Durant la traversée qui durait de longs mois, ils étaient dans des conditions d’hygiène misérables. Puis à l’arrivée sur les terres des colons, ils étaient systématiquement rasés: première étape du processus d’effacement culturel et identitaire.

Dans les plantations, les esclaves travaillaient à épuisement. Peu de temps leur était accordé pour leurs soins personnels. Les femmes couvraient souvent leur tête de chiffons pour cacher leurs cheveux défaits, ou les désagréments comme les poux et la teigne. Celles qui travaillaient à l’intérieur des maisons, avaient plus de temps et arboraient alors des nattes.

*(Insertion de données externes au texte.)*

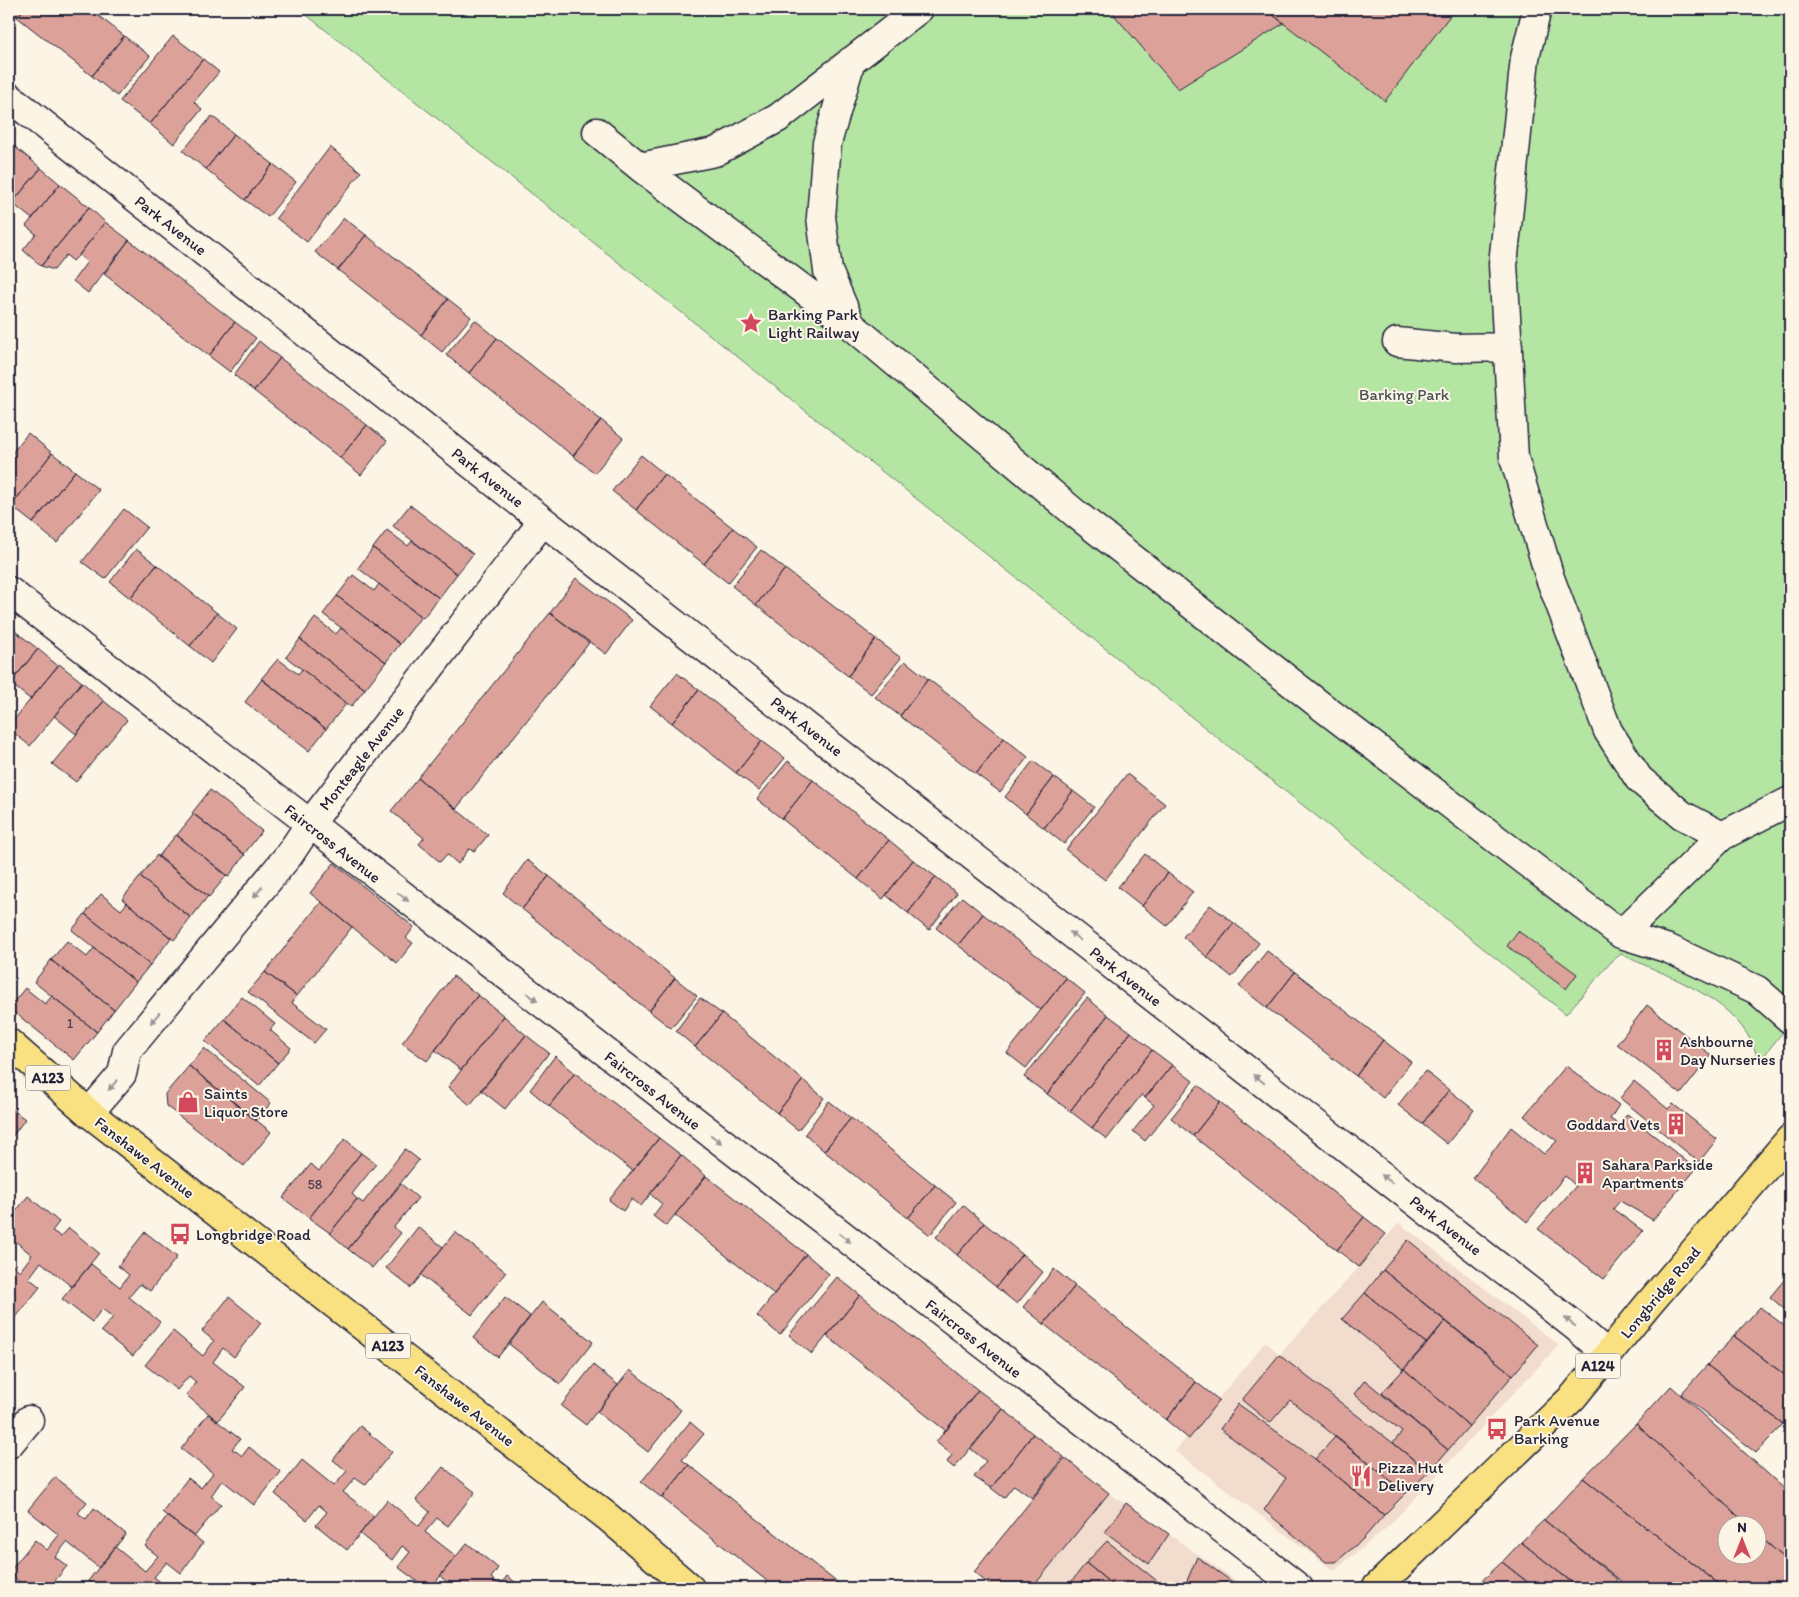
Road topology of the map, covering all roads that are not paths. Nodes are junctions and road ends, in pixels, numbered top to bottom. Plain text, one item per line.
1 (919, 9) edge
2 (1537, 9) edge
3 (851, 61) junction
4 (9, 97) edge
5 (597, 132) dead end
6 (640, 167) junction
7 (851, 325) junction
8 (1397, 342) dead end
9 (1508, 347) junction
10 (543, 521) junction
11 (9, 591) edge
12 (1790, 801) edge
13 (309, 825) junction
14 (1722, 836) junction
15 (1621, 934) junction
16 (1790, 1019) edge
17 (9, 1043) edge
18 (88, 1113) junction
19 (1790, 1139) edge
20 (1607, 1354) junction
21 (29, 1420) dead end
22 (9, 1444) edge
23 (688, 1587) edge
24 (1299, 1588) edge
25 (1376, 1588) edge

1 - 3 street
2 - 9 street
3 - 6 street
3 - 7 street
4 - 10 street, Park Avenue
5 - 6 street
6 - 7 street
7 - 15 street
8 - 9 street
9 - 14 street
10 - 13 street, Monteagle Avenue
20 -> 10 street, Park Avenue
11 - 13 street, Faircross Avenue
12 - 14 street
13 -> 18 street, Monteagle Avenue
13 -> 24 street, Faircross Avenue
14 - 15 street
15 - 16 street
17 - 18 main road, Fanshawe Avenue / A123
18 - 23 main road, Fanshawe Avenue / A123
19 - 20 main road, Longbridge Road / A124
20 - 25 main road, Longbridge Road / A124
21 - 22 street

Lorsque vers les années 1800, les bateaux négriers cessèrent de venir en Afrique, les esclaves commencèrent à être mieux traités; car plus rares. Ils avaient plus de temps pour s’occuper de leurs cheveux. Mais les choses ne sont pas redevenues comme en Afrique.

D’une part, rappelez-vous, les outils avaient été laissés sur le continent. Les femmes devaient donc se débrouiller avec ce qu’elles avaient. Il s’agissait de beurre, de graisse de bacon, et d’autres graisses animales, de kérosène… Les fourchettes de table étaient parfois détournés en peigne.

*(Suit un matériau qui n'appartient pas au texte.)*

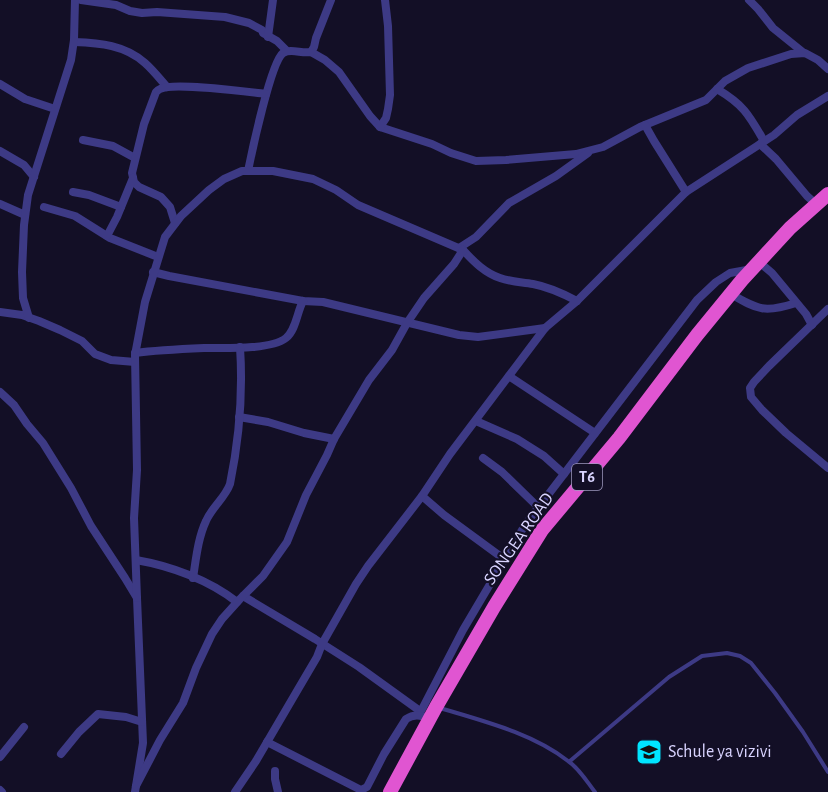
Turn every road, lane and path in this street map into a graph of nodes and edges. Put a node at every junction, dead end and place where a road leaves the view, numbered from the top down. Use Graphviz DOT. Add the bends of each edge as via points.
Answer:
graph roads {
  1 [pos="75,0"];
  2 [pos="81,0"];
  3 [pos="273,0"];
  4 [pos="331,0"];
  5 [pos="385,0"];
  6 [pos="128,1"];
  7 [pos="751,1"];
  8 [pos="130,11"];
  9 [pos="268,37"];
  10 [pos="74,42"];
  11 [pos="287,51"];
  12 [pos="311,52"];
  13 [pos="805,53"];
  14 [pos="828,69"];
  15 [pos="0,84"];
  16 [pos="167,87"];
  17 [pos="717,89"];
  18 [pos="266,94"];
  19 [pos="828,96"];
  20 [pos="56,110"];
  21 [pos="645,125"];
  22 [pos="380,127"];
  23 [pos="83,140"];
  24 [pos="762,142"];
  25 [pos="593,149"];
  26 [pos="0,151"];
  27 [pos="135,158"];
  28 [pos="248,171"];
  29 [pos="34,177"];
  30 [pos="133,178"];
  31 [pos="73,192"];
  32 [pos="686,192"];
  33 [pos="828,194"];
  34 [pos="0,204"];
  35 [pos="816,204"];
  36 [pos="44,207"];
  37 [pos="121,207"];
  38 [pos="25,215"];
  39 [pos="175,223"];
  40 [pos="107,236"];
  41 [pos="461,249"];
  42 [pos="158,257"];
  43 [pos="756,265"];
  44 [pos="153,272"];
  45 [pos="731,294"];
  46 [pos="303,301"];
  47 [pos="577,301"];
  48 [pos="796,303"];
  49 [pos="827,310"];
  50 [pos="0,312"];
  51 [pos="29,318"];
  52 [pos="407,323"];
  53 [pos="812,325"];
  54 [pos="546,328"];
  55 [pos="240,347"];
  56 [pos="135,357"];
  57 [pos="509,376"];
  58 [pos="0,392"];
  59 [pos="239,417"];
  60 [pos="476,421"];
  61 [pos="595,433"];
  62 [pos="334,439"];
  63 [pos="483,458"];
  64 [pos="828,468"];
  65 [pos="564,474"];
  66 [pos="422,496"];
  67 [pos="538,507"];
  68 [pos="504,559"];
  69 [pos="135,560"];
  70 [pos="193,578"];
  71 [pos="137,598"];
  72 [pos="240,599"];
  73 [pos="322,644"];
  74 [pos="426,713"];
  75 [pos="142,722"];
  76 [pos="24,727"];
  77 [pos="267,742"];
  78 [pos="61,753"];
  79 [pos="0,757"];
  80 [pos="570,761"];
  81 [pos="275,771"];
  82 [pos="828,772"];
  83 [pos="135,789"];
  84 [pos="357,790"];
  85 [pos="234,792"];
  86 [pos="279,792"];
  87 [pos="390,792"];
  88 [pos="596,792"];
  1 -- 10 [label="street"];
  2 -- 8 [label="street"];
  3 -- 9 [label="street"];
  4 -- 12 [label="street"];
  5 -- 22 [label="street" via="390,95 386,118"];
  6 -- 8 [label="street"];
  7 -- 13 [label="street" via="773,28"];
  8 -- 9 [label="street" via="225,18 249,23"];
  9 -- 11 [label="street"];
  10 -- 16 [label="street" via="127,51 145,63"];
  10 -- 20 [label="street"];
  11 -- 12 [label="street"];
  11 -- 18 [label="street" via="278,60"];
  12 -- 22 [label="street" via="339,72"];
  13 -- 14 [label="street"];
  13 -- 17 [label="street" via="748,68"];
  15 -- 20 [label="street" via="25,99"];
  16 -- 18 [label="street"];
  16 -- 27 [label="street" via="156,92 150,105"];
  17 -- 21 [label="street" via="706,100"];
  17 -- 24 [label="street" via="744,108"];
  18 -- 28 [label="street"];
  19 -- 24 [label="street"];
  20 -- 29 [label="street"];
  21 -- 25 [label="street"];
  21 -- 32 [label="street"];
  22 -- 25 [label="street" via="476,161 576,154"];
  23 -- 27 [label="street" via="113,146"];
  24 -- 32 [label="street"];
  24 -- 35 [label="street"];
  25 -- 41 [label="street" via="509,203"];
  26 -- 29 [label="street" via="24,165"];
  27 -- 30 [label="street"];
  28 -- 39 [label="street" via="209,190"];
  28 -- 41 [label="street" via="273,171 313,179 358,205"];
  29 -- 38 [label="street"];
  30 -- 37 [label="street"];
  30 -- 39 [label="street" via="139,187 170,207"];
  31 -- 37 [label="street"];
  32 -- 47 [label="street"];
  33 -- 35 [label="highway, SONGEA ROAD / T6"];
  34 -- 38 [label="street"];
  35 -- 43 [label="highway, SONGEA ROAD / T6"];
  36 -- 40 [label="street" via="75,216"];
  37 -- 40 [label="street"];
  38 -- 51 [label="street" via="23,298"];
  39 -- 42 [label="street"];
  40 -- 42 [label="street"];
  41 -- 47 [label="street" via="501,279 546,286"];
  41 -- 52 [label="street" via="454,264"];
  42 -- 44 [label="street"];
  43 -- 45 [label="highway, SONGEA ROAD / T6"];
  43 -- 48 [label="street" via="772,273"];
  43 -- 61 [label="street" via="730,273 697,300"];
  44 -- 46 [label="street"];
  44 -- 56 [label="street"];
  45 -- 48 [label="street" via="760,309 773,310"];
  45 -- 74 [label="highway, SONGEA ROAD / T6" via="542,530"];
  46 -- 52 [label="street"];
  46 -- 55 [label="street" via="288,337"];
  47 -- 54 [label="street"];
  48 -- 53 [label="street"];
  49 -- 53 [label="street"];
  50 -- 51 [label="street"];
  51 -- 56 [label="street" via="76,337 95,354 111,360"];
  52 -- 54 [label="street" via="478,337"];
  52 -- 62 [label="street"];
  53 -- 64 [label="street" via="754,382 751,397"];
  54 -- 57 [label="street"];
  55 -- 56 [label="street" via="162,350"];
  55 -- 59 [label="street"];
  56 -- 69 [label="street"];
  57 -- 60 [label="street"];
  57 -- 61 [label="street"];
  58 -- 71 [label="street" via="43,443"];
  59 -- 62 [label="street"];
  59 -- 70 [label="street" via="230,484 206,521"];
  60 -- 65 [label="street" via="544,456"];
  60 -- 66 [label="street"];
  61 -- 65 [label="street"];
  62 -- 72 [label="street" via="287,542 263,576"];
  63 -- 67 [label="street"];
  65 -- 67 [label="street"];
  66 -- 68 [label="street"];
  66 -- 73 [label="street" via="368,566"];
  67 -- 68 [label="street"];
  68 -- 74 [label="street" via="463,630"];
  69 -- 70 [label="street" via="179,570"];
  69 -- 71 [label="street"];
  70 -- 72 [label="street"];
  71 -- 75 [label="street"];
  72 -- 73 [label="street"];
  72 -- 83 [label="street" via="212,634 183,703"];
  73 -- 74 [label="street"];
  73 -- 77 [label="street"];
  74 -- 80 [label="lane" via="479,720 523,736"];
  74 -- 84 [label="street" via="406,719 368,788"];
  74 -- 87 [label="highway, SONGEA ROAD / T6"];
  75 -- 78 [label="street" via="98,714"];
  75 -- 83 [label="street" via="143,743"];
  76 -- 79 [label="street"];
  77 -- 84 [label="street"];
  77 -- 85 [label="street"];
  80 -- 82 [label="lane" via="669,677 702,656 727,653 751,663"];
  80 -- 88 [label="lane"];
  81 -- 86 [label="street"];
}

D’autre part, l’esclavage a créé l’idée d’une hiérarchisation des couleurs et des cheveux. Ainsi, la peau blanche était associée à la beauté et à la propreté, et la peau noire à la saleté et à la laideur. Les cheveux lisses de type caucasien étaient les « bons cheveux », car proches de ceux du maître, et ceux crépus de type africain étaient les « mauvais cheveux », car durs, secs, laids… des cheveux d’esclave.

Enfin la liberté… ou pas

Après l’abolition de l’esclavage, l’idée du “bon cheveu” s’est encore plus renforcée. Avoir des cheveux lisses et la peau claire augmentaient les chances d’avoir accès à l’éducation, à un travail. De plus, c’était un signe de classe. La plupart des classes supérieures et moyennes noires étaient métissées. Il fallait donc tout faire pour avoir les “bons cheveux”.

C’est ainsi que commence l’ère du défrisage, qui n’épargne personne, y compris les hommes. Madame C. J Walker commercialise la première marque de défrisant, ainsi que des produits de soins capillaires pour les Noirs. D’autres outils tels que le fer à lisser, le peigne chauffant, et plus tard dans les années 1960 les défrisants chimiques, facilitent la transformation des cheveux crépus en cheveux lisses par les Noirs.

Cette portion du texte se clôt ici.